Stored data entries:
● ● ● ● ● ● ●

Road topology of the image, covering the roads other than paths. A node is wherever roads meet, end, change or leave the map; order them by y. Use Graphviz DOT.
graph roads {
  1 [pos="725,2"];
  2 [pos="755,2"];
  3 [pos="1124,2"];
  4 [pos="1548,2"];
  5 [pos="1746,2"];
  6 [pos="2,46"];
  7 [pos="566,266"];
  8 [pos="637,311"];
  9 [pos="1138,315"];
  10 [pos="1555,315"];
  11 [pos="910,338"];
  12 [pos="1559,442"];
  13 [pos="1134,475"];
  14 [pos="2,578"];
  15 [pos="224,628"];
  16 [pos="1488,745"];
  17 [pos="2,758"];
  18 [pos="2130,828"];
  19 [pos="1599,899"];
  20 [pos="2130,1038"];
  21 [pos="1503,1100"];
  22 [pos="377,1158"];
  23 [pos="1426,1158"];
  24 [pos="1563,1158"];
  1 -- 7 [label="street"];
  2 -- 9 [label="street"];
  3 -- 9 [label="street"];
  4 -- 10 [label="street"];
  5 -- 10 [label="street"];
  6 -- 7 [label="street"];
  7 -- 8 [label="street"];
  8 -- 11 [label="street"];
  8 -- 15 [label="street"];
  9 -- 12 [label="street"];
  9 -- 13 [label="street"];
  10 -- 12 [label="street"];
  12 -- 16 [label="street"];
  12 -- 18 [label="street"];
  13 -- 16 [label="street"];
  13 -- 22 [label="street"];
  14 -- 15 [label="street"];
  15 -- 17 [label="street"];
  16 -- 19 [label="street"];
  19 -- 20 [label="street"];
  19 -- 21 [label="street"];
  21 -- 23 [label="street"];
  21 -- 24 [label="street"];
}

● ● ● ● ● ● ●

Output every record verbatim.

> _Final answer_
Road topology of the image, covering the roads other than paths. A node is wherever roads meet, end, change or leave the map; order them by y. Use Graphviz DOT.
graph roads {
  1 [pos="725,2"];
  2 [pos="755,2"];
  3 [pos="1124,2"];
  4 [pos="1548,2"];
  5 [pos="1746,2"];
  6 [pos="2,46"];
  7 [pos="566,266"];
  8 [pos="637,311"];
  9 [pos="1138,315"];
  10 [pos="1555,315"];
  11 [pos="910,338"];
  12 [pos="1559,442"];
  13 [pos="1134,475"];
  14 [pos="2,578"];
  15 [pos="224,628"];
  16 [pos="1488,745"];
  17 [pos="2,758"];
  18 [pos="2130,828"];
  19 [pos="1599,899"];
  20 [pos="2130,1038"];
  21 [pos="1503,1100"];
  22 [pos="377,1158"];
  23 [pos="1426,1158"];
  24 [pos="1563,1158"];
  1 -- 7 [label="street"];
  2 -- 9 [label="street"];
  3 -- 9 [label="street"];
  4 -- 10 [label="street"];
  5 -- 10 [label="street"];
  6 -- 7 [label="street"];
  7 -- 8 [label="street"];
  8 -- 11 [label="street"];
  8 -- 15 [label="street"];
  9 -- 12 [label="street"];
  9 -- 13 [label="street"];
  10 -- 12 [label="street"];
  12 -- 16 [label="street"];
  12 -- 18 [label="street"];
  13 -- 16 [label="street"];
  13 -- 22 [label="street"];
  14 -- 15 [label="street"];
  15 -- 17 [label="street"];
  16 -- 19 [label="street"];
  19 -- 20 [label="street"];
  19 -- 21 [label="street"];
  21 -- 23 [label="street"];
  21 -- 24 [label="street"];
}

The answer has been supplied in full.